### THE DATA

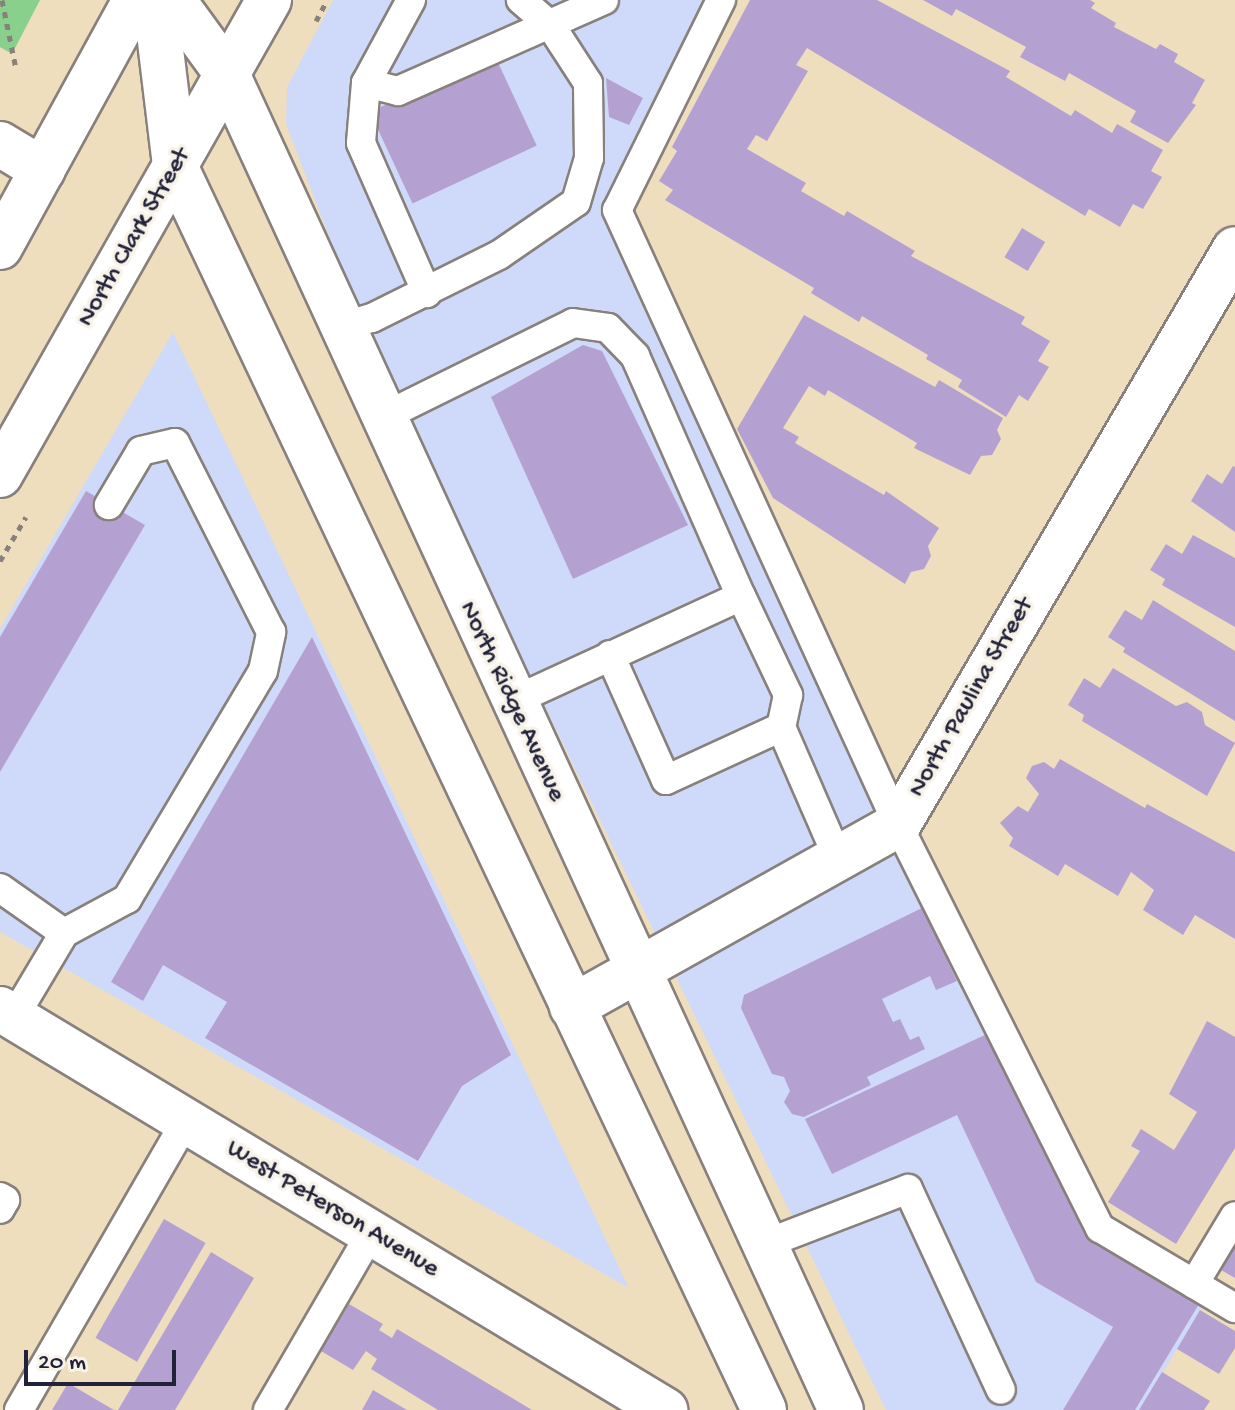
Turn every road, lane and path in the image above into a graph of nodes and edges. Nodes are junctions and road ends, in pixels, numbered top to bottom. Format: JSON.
{"nodes":[{"id":1,"x":2,"y":0,"type":"edge"},
{"id":2,"x":135,"y":0,"type":"edge"},
{"id":3,"x":155,"y":0,"type":"edge"},
{"id":4,"x":173,"y":0,"type":"edge"},
{"id":5,"x":269,"y":0,"type":"edge"},
{"id":6,"x":411,"y":0,"type":"edge"},
{"id":7,"x":521,"y":0,"type":"edge"},
{"id":8,"x":604,"y":0,"type":"edge"},
{"id":9,"x":721,"y":0,"type":"edge"},
{"id":10,"x":551,"y":26,"type":"junction"},
{"id":11,"x":16,"y":69,"type":"dead end"},
{"id":12,"x":227,"y":74,"type":"junction"},
{"id":13,"x":366,"y":83,"type":"junction"},
{"id":14,"x":0,"y":144,"type":"edge"},
{"id":15,"x":175,"y":166,"type":"junction"},
{"id":16,"x":43,"y":170,"type":"junction"},
{"id":17,"x":0,"y":247,"type":"edge"},
{"id":18,"x":1235,"y":249,"type":"edge"},
{"id":19,"x":427,"y":293,"type":"junction"},
{"id":20,"x":340,"y":327,"type":"junction"},
{"id":21,"x":381,"y":418,"type":"junction"},
{"id":22,"x":0,"y":475,"type":"edge"},
{"id":23,"x":109,"y":505,"type":"dead end"},
{"id":24,"x":741,"y":596,"type":"junction"},
{"id":25,"x":610,"y":655,"type":"junction"},
{"id":26,"x":511,"y":702,"type":"junction"},
{"id":27,"x":781,"y":727,"type":"junction"},
{"id":28,"x":898,"y":825,"type":"junction"},
{"id":29,"x":838,"y":858,"type":"junction"},
{"id":30,"x":5,"y":891,"type":"edge"},
{"id":31,"x":64,"y":933,"type":"junction"},
{"id":32,"x":634,"y":970,"type":"junction"},
{"id":33,"x":572,"y":1007,"type":"junction"},
{"id":34,"x":7,"y":1013,"type":"edge"},
{"id":35,"x":186,"y":1121,"type":"junction"},
{"id":36,"x":0,"y":1197,"type":"edge"},
{"id":37,"x":0,"y":1209,"type":"edge"},
{"id":38,"x":1235,"y":1216,"type":"edge"},
{"id":39,"x":371,"y":1233,"type":"junction"},
{"id":40,"x":765,"y":1244,"type":"junction"},
{"id":41,"x":1194,"y":1284,"type":"junction"},
{"id":42,"x":1235,"y":1308,"type":"edge"},
{"id":43,"x":1001,"y":1390,"type":"dead end"},
{"id":44,"x":657,"y":1408,"type":"edge"},
{"id":45,"x":19,"y":1410,"type":"edge"},
{"id":46,"x":268,"y":1410,"type":"edge"},
{"id":47,"x":764,"y":1410,"type":"edge"},
{"id":48,"x":841,"y":1410,"type":"edge"}],
"edges":[{"from":1,"to":11,"type":"path"},
{"from":2,"to":16,"type":"main road"},
{"from":3,"to":15,"type":"main road"},
{"from":4,"to":12,"type":"main road","name":"North Ridge Avenue"},
{"from":5,"to":12,"type":"main road","name":"North Clark Street"},
{"from":6,"to":13,"type":"lane"},
{"from":7,"to":10,"type":"lane"},
{"from":8,"to":10,"type":"lane"},
{"from":9,"to":28,"type":"lane"},
{"from":10,"to":13,"type":"lane"},
{"from":10,"to":19,"type":"lane"},
{"from":12,"to":15,"type":"main road","name":"North Clark Street"},
{"from":12,"to":20,"type":"main road","name":"North Ridge Avenue"},
{"from":13,"to":19,"type":"lane"},
{"from":14,"to":16,"type":"main road"},
{"from":15,"to":22,"type":"main road","name":"North Clark Street"},
{"from":15,"to":33,"type":"main road"},
{"from":16,"to":17,"type":"main road"},
{"from":18,"to":28,"type":"main road","name":"North Paulina Street"},
{"from":19,"to":20,"type":"lane"},
{"from":20,"to":21,"type":"main road","name":"North Ridge Avenue"},
{"from":21,"to":24,"type":"lane"},
{"from":21,"to":26,"type":"main road","name":"North Ridge Avenue"},
{"from":23,"to":31,"type":"lane"},
{"from":24,"to":25,"type":"lane"},
{"from":24,"to":27,"type":"lane"},
{"from":25,"to":26,"type":"lane"},
{"from":25,"to":27,"type":"lane"},
{"from":26,"to":32,"type":"main road","name":"North Ridge Avenue"},
{"from":27,"to":29,"type":"lane"},
{"from":28,"to":29,"type":"main road","name":"North Paulina Street"},
{"from":28,"to":41,"type":"lane"},
{"from":29,"to":32,"type":"main road","name":"North Paulina Street"},
{"from":30,"to":31,"type":"lane"},
{"from":31,"to":34,"type":"lane"},
{"from":32,"to":33,"type":"main road","name":"North Paulina Street"},
{"from":32,"to":40,"type":"main road","name":"North Ridge Avenue"},
{"from":33,"to":47,"type":"main road"},
{"from":34,"to":35,"type":"main road","name":"West Peterson Avenue"},
{"from":35,"to":39,"type":"main road","name":"West Peterson Avenue"},
{"from":35,"to":45,"type":"lane"},
{"from":36,"to":37,"type":"lane"},
{"from":38,"to":41,"type":"lane"},
{"from":39,"to":44,"type":"main road","name":"West Peterson Avenue"},
{"from":39,"to":46,"type":"lane"},
{"from":40,"to":43,"type":"lane"},
{"from":40,"to":48,"type":"main road","name":"North Ridge Avenue"},
{"from":41,"to":42,"type":"lane"}]}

######

- AIM OF THE EXERCISE -
From the records above, pull every line that has the string "Paulina" and copy it.

- ANSWER SPACE -
{"from":18,"to":28,"type":"main road","name":"North Paulina Street"},
{"from":28,"to":29,"type":"main road","name":"North Paulina Street"},
{"from":29,"to":32,"type":"main road","name":"North Paulina Street"},
{"from":32,"to":33,"type":"main road","name":"North Paulina Street"},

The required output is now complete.